The Vineland was administered in order to understand how the children actually used their skills in representative, generalised, real life settings, outside of the structure and scaffolding provided in the laboratory situation.

3. Demographics Questionnaire. Parents were asked about information regarding parents' age, SES (Hollingshead, 1975), education level, and ethnicity.

Participants. Participants were eighteen 2 to 3-year-old children with Down syndrome, nineteen 2 to 3-year-old children with mixed etiologies of developmental delays, and 24 MA-matched typically developing infants and toddlers. There were no differences between clinical groups on gender or child chronological age, and children in both disability groups averaged a CA of around 33 months (See Table 1 for all demographic and developmental information). Children in the typically developing group had an average CA of 19.5 months (SD = 4.98). Children in all groups were also equated on MSEL mental age as well, averaging an overall MA 21-23 months on the Mullen scales. Children in all groups all had normal vision and hearing or vision corrected to within the normal range, had unimpaired hand use, and were mobile.

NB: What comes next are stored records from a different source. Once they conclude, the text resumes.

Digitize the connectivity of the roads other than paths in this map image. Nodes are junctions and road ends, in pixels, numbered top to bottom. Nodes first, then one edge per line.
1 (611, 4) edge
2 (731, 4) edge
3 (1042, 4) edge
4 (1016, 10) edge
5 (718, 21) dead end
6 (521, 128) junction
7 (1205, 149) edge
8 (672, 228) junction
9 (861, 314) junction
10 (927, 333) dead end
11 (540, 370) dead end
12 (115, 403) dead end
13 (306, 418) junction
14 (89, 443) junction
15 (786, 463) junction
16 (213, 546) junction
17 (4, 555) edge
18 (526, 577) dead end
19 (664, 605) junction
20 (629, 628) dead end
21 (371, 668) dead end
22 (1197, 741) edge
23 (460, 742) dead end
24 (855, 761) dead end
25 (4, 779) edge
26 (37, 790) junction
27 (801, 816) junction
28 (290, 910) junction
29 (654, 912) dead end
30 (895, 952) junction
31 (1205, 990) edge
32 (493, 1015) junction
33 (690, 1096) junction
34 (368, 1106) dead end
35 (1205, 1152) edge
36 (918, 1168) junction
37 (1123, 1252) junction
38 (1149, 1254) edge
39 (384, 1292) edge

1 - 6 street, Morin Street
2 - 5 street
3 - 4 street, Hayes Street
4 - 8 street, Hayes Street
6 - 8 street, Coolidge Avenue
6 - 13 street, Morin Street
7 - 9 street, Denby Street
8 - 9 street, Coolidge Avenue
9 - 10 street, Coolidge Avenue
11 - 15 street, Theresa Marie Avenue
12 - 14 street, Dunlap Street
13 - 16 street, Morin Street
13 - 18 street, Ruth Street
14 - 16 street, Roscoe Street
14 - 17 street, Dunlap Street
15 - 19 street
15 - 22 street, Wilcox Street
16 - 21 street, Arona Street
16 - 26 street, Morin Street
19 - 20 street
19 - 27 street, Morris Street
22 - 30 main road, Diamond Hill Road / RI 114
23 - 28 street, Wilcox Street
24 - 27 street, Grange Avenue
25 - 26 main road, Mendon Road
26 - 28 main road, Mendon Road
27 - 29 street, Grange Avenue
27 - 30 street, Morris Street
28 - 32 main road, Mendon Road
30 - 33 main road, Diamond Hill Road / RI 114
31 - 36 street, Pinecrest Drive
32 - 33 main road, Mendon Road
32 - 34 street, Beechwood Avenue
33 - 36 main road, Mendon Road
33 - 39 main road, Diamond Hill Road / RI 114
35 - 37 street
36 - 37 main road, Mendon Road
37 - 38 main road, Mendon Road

All children with Down syndrome had a genetic diagnosis of trisomy 21. Within the developmental disabilities comparison group, thirteen of the children had other genetic abnormalities (fragile X syndrome without autism, Velo-cardiofacial syndrome, Cochayne syndrome, partial deletion on chromosome 18, abnormalities on chromosome 15) and six had developmental delays of unknown etiology. There were no differences in prevalence of premature births (born before 36 weeks gestation) between the Down syndrome and other two groups, X² (2, n = 55) = 1.90, ns. In addition, there were no between-disability group differences in the amount of early intervention services received for speech therapy, X² (1, n = 33) = 1.28, ns, occupational therapy, X² (1, n = 33) = 1.13, ns; specialised preschool attendance, X² (1, n = 33) = .97, ns; public special ed preschool attendance, X² (1, n = 33) = 1.51, ns; structured home programs, X² (1, n = 33) = 0.002, ns; mainstream preschool attendance, X² (1, n = 33) = .51, ns.

No between-group differences were observed on parent age and SES, though parents of typically developing children were younger than parents in the disability groups (see Table 1 for parent demographic information). No relationship was found between child MSEL MA and family SES in the Down syndrome group, r (16) = -.13, ns; the developmental disabilities comparison group r (17) = .31, ns; and in the typical controls, r (22) = -.01, ns. The lack of relationship between SES and child functioning in the clinical groups most likely reflects the strong biological origins of the children's disorders, though a modest association was observed in the developmental disabilities comparison group, as might be expected. SES is more often related to child developmental variables in children with milder intellectual delays and those from a more impoverished background. Similarly, the lack of relationships between SES and the typical children's functioning most likely reflects the narrow range of SES and the middle class status of this group.

Results

Mullen Scales. A 3 (Down syndrome versus comparison group versus typically developing children) by 5 (5 MSEL domains) MANOVA was performed in order to assess specificity of MSEL profiles across the three groups. Using Wilks' criterion, the profiles, seen in Figure 1, deviated significantly from parallelism, F (4,55) = 8.28, p < .0001, observed power = .99 (see Table 2 for means and standard deviations). Post-hoc one-way ANOVA analyses suggest that no significant differences were found between the Down syndrome and the other two groups, and that the source of significant difference among the three groups was expressive language differences between the typical and developmental disabilities groups, F (2, 56) = 6.74, p < .005 (DD< typ).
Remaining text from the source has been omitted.